Copy the listing as it is written, and leave each picture out.

Top of DATA SECTION

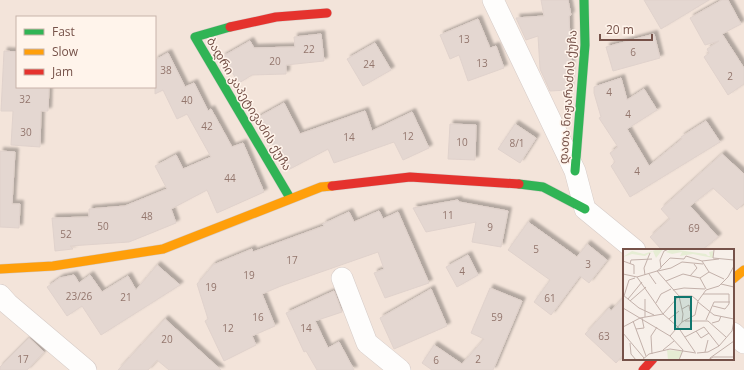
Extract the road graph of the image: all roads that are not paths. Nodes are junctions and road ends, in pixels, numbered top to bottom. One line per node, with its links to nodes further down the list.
1 (493, 0): 4 (street)
2 (584, 0): 4 (street, დათა ნიჟარაძის ქუჩა)
3 (328, 13): 5 (street, ბადრი კაპეტივაძის ქუჩა)
4 (575, 171): 6 (street)
5 (290, 198): 6 (street); 8 (street)
6 (585, 209): 7 (street)
7 (635, 249)
8 (0, 269)
9 (744, 270): 11 (street)
10 (342, 278): 17 (street)
11 (734, 278)
12 (0, 295): 16 (street)
13 (734, 334): 14 (street)
14 (744, 343)
15 (652, 360): 18 (street)
16 (86, 370)
17 (400, 370)
18 (643, 370)

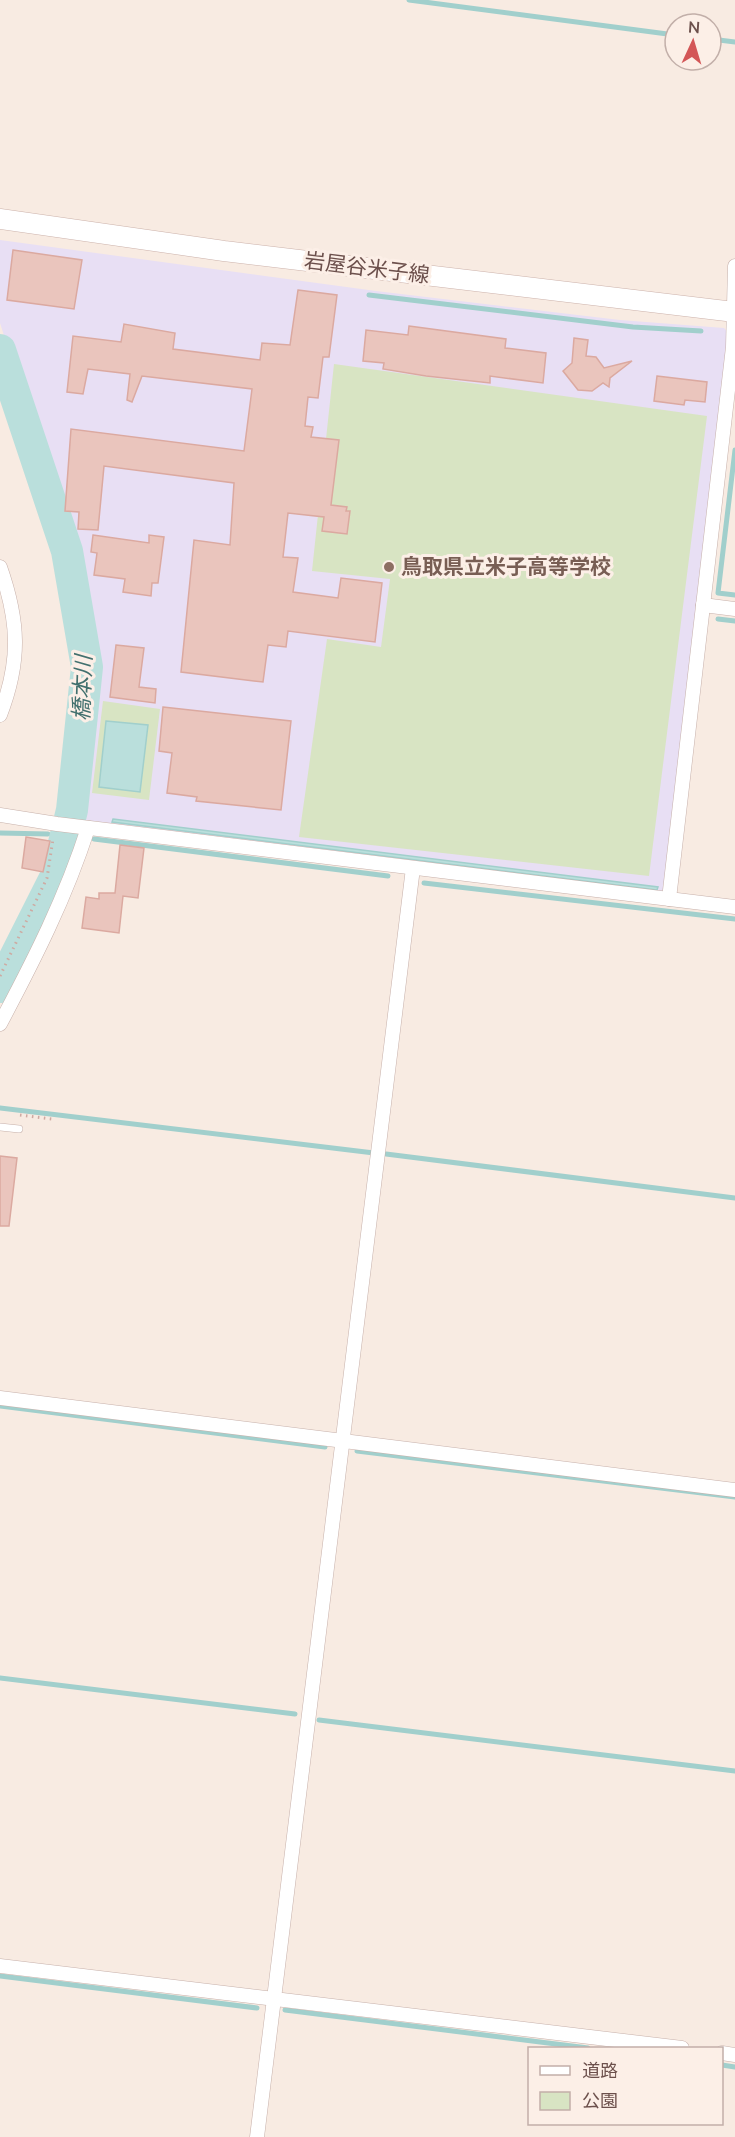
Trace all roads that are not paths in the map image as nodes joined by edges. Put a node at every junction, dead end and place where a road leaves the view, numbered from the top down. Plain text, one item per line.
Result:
1 (0, 219) edge
2 (735, 266) edge
3 (735, 312) edge
4 (0, 567) edge
5 (703, 605) junction
6 (735, 609) edge
7 (0, 715) edge
8 (0, 815) edge
9 (84, 827) junction
10 (413, 868) junction
11 (669, 899) junction
12 (735, 907) edge
13 (0, 1024) edge
14 (0, 1127) edge
15 (20, 1129) dead end
16 (0, 1398) edge
17 (342, 1441) junction
18 (735, 1490) edge
19 (0, 1966) edge
20 (275, 1997) junction
21 (666, 2047) edge
22 (257, 2137) edge

1 - 3 main road, 岩屋谷米子線
2 - 3 street
3 - 5 street
4 - 7 street
5 - 6 street
5 - 11 street
8 - 9 street
9 - 10 street
9 - 13 street
10 - 11 street
10 - 17 street
11 - 12 street
14 - 15 lane
16 - 17 street
17 - 18 street
17 - 20 street
19 - 20 street
20 - 21 street
20 - 22 street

Bottom of DATA SECTION

◆ **WRITTEN REPLY**:
Extract the road graph of the image: all roads that are not paths. Nodes are junctions and road ends, in pixels, numbered top to bottom. One line per node, with its links to nodes further down the list.
1 (493, 0): 4 (street)
2 (584, 0): 4 (street, დათა ნიჟარაძის ქუჩა)
3 (328, 13): 5 (street, ბადრი კაპეტივაძის ქუჩა)
4 (575, 171): 6 (street)
5 (290, 198): 6 (street); 8 (street)
6 (585, 209): 7 (street)
7 (635, 249)
8 (0, 269)
9 (744, 270): 11 (street)
10 (342, 278): 17 (street)
11 (734, 278)
12 (0, 295): 16 (street)
13 (734, 334): 14 (street)
14 (744, 343)
15 (652, 360): 18 (street)
16 (86, 370)
17 (400, 370)
18 (643, 370)

Trace all roads that are not paths in the map image as nodes joined by edges. Put a node at every junction, dead end and place where a road leaves the view, numbered from the top down. Plain text, one item per line.
Result:
1 (0, 219) edge
2 (735, 266) edge
3 (735, 312) edge
4 (0, 567) edge
5 (703, 605) junction
6 (735, 609) edge
7 (0, 715) edge
8 (0, 815) edge
9 (84, 827) junction
10 (413, 868) junction
11 (669, 899) junction
12 (735, 907) edge
13 (0, 1024) edge
14 (0, 1127) edge
15 (20, 1129) dead end
16 (0, 1398) edge
17 (342, 1441) junction
18 (735, 1490) edge
19 (0, 1966) edge
20 (275, 1997) junction
21 (666, 2047) edge
22 (257, 2137) edge

1 - 3 main road, 岩屋谷米子線
2 - 3 street
3 - 5 street
4 - 7 street
5 - 6 street
5 - 11 street
8 - 9 street
9 - 10 street
9 - 13 street
10 - 11 street
10 - 17 street
11 - 12 street
14 - 15 lane
16 - 17 street
17 - 18 street
17 - 20 street
19 - 20 street
20 - 21 street
20 - 22 street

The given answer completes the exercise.